TASK ITEM →
Return, exactly as written, every line from the first line of the data below through the line that contains "c.restore()".

Saved data entries:
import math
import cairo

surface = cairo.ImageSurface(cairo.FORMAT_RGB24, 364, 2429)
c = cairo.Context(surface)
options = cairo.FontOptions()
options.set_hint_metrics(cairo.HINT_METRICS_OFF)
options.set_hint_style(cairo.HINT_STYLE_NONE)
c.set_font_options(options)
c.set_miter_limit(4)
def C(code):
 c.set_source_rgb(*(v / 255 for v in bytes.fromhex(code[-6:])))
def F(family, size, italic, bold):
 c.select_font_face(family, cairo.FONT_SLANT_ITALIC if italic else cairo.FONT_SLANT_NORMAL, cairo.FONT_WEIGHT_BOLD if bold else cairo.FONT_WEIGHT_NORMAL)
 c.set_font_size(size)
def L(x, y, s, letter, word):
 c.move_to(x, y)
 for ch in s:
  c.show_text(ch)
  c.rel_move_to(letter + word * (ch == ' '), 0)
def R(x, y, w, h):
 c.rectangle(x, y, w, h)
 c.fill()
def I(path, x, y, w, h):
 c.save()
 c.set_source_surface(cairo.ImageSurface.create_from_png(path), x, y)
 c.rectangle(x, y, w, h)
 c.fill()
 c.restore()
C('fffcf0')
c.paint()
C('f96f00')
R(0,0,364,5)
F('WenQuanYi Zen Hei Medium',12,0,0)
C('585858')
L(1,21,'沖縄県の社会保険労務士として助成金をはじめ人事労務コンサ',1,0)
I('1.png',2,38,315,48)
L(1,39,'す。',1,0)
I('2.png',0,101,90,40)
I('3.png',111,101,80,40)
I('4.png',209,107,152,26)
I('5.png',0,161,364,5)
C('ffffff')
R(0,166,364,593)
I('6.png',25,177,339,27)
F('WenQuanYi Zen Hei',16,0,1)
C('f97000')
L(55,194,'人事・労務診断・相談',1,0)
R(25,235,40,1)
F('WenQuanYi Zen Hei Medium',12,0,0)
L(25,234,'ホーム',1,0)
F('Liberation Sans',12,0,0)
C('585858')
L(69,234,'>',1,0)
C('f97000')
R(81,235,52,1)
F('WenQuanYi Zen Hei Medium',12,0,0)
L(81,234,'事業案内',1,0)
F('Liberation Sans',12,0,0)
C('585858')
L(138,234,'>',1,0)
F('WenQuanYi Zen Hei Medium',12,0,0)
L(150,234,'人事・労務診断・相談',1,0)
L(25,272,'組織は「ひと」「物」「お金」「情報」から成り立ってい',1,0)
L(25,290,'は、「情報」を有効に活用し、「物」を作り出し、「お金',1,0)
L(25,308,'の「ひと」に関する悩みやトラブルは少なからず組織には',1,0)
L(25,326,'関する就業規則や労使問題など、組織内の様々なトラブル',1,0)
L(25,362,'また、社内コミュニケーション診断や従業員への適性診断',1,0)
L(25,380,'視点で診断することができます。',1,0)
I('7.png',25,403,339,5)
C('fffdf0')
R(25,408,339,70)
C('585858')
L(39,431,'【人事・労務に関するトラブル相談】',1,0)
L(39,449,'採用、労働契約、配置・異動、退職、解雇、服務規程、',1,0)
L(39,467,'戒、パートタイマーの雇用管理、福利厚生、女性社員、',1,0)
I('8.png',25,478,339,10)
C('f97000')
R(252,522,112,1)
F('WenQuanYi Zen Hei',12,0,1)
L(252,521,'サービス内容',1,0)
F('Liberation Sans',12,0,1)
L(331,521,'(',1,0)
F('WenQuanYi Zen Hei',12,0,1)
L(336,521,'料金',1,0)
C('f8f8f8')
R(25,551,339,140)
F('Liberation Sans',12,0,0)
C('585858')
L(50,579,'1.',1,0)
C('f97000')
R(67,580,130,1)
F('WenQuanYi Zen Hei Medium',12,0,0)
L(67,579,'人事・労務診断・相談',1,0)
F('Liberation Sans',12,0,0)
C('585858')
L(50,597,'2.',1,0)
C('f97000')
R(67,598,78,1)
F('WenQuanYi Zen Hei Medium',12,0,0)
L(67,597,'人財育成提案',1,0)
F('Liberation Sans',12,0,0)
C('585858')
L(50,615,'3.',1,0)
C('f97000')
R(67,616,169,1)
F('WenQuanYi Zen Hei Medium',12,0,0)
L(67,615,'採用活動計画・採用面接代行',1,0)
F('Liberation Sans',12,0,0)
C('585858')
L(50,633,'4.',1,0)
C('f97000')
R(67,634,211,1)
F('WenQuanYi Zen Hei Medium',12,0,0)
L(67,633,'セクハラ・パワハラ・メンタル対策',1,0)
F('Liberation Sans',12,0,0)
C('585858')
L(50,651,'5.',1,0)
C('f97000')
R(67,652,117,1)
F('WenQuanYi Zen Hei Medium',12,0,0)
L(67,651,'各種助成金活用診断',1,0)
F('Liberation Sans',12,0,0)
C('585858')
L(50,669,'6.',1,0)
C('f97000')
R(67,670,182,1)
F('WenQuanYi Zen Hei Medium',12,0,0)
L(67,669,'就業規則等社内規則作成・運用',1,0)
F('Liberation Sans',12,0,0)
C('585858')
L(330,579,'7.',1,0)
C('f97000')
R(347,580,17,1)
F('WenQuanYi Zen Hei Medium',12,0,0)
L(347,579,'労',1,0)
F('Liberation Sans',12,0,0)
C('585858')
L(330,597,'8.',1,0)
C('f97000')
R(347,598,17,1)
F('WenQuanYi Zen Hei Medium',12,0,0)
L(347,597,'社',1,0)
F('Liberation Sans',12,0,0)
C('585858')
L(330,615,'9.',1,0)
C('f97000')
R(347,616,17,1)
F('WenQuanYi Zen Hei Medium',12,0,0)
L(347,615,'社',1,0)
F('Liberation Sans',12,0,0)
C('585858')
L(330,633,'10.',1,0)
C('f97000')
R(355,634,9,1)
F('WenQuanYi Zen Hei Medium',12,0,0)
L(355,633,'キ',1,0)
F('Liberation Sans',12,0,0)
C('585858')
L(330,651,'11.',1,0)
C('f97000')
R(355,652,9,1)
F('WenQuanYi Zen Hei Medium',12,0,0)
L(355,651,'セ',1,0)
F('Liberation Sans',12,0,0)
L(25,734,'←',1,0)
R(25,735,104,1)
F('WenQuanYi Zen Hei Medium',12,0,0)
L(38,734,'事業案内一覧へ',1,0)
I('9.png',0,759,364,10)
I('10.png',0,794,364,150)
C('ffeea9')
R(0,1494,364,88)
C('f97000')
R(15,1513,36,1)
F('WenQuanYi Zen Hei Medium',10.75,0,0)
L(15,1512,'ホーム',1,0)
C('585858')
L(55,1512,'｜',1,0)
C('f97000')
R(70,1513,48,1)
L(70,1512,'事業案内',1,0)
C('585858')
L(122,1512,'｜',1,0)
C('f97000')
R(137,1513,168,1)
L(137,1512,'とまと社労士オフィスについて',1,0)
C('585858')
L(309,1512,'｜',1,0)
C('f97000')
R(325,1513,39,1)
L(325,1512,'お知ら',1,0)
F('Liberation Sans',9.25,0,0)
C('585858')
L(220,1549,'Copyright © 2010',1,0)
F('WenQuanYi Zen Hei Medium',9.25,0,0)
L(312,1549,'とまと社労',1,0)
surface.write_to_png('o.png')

ANSWER BOX →
import math
import cairo

surface = cairo.ImageSurface(cairo.FORMAT_RGB24, 364, 2429)
c = cairo.Context(surface)
options = cairo.FontOptions()
options.set_hint_metrics(cairo.HINT_METRICS_OFF)
options.set_hint_style(cairo.HINT_STYLE_NONE)
c.set_font_options(options)
c.set_miter_limit(4)
def C(code):
 c.set_source_rgb(*(v / 255 for v in bytes.fromhex(code[-6:])))
def F(family, size, italic, bold):
 c.select_font_face(family, cairo.FONT_SLANT_ITALIC if italic else cairo.FONT_SLANT_NORMAL, cairo.FONT_WEIGHT_BOLD if bold else cairo.FONT_WEIGHT_NORMAL)
 c.set_font_size(size)
def L(x, y, s, letter, word):
 c.move_to(x, y)
 for ch in s:
  c.show_text(ch)
  c.rel_move_to(letter + word * (ch == ' '), 0)
def R(x, y, w, h):
 c.rectangle(x, y, w, h)
 c.fill()
def I(path, x, y, w, h):
 c.save()
 c.set_source_surface(cairo.ImageSurface.create_from_png(path), x, y)
 c.rectangle(x, y, w, h)
 c.fill()
 c.restore()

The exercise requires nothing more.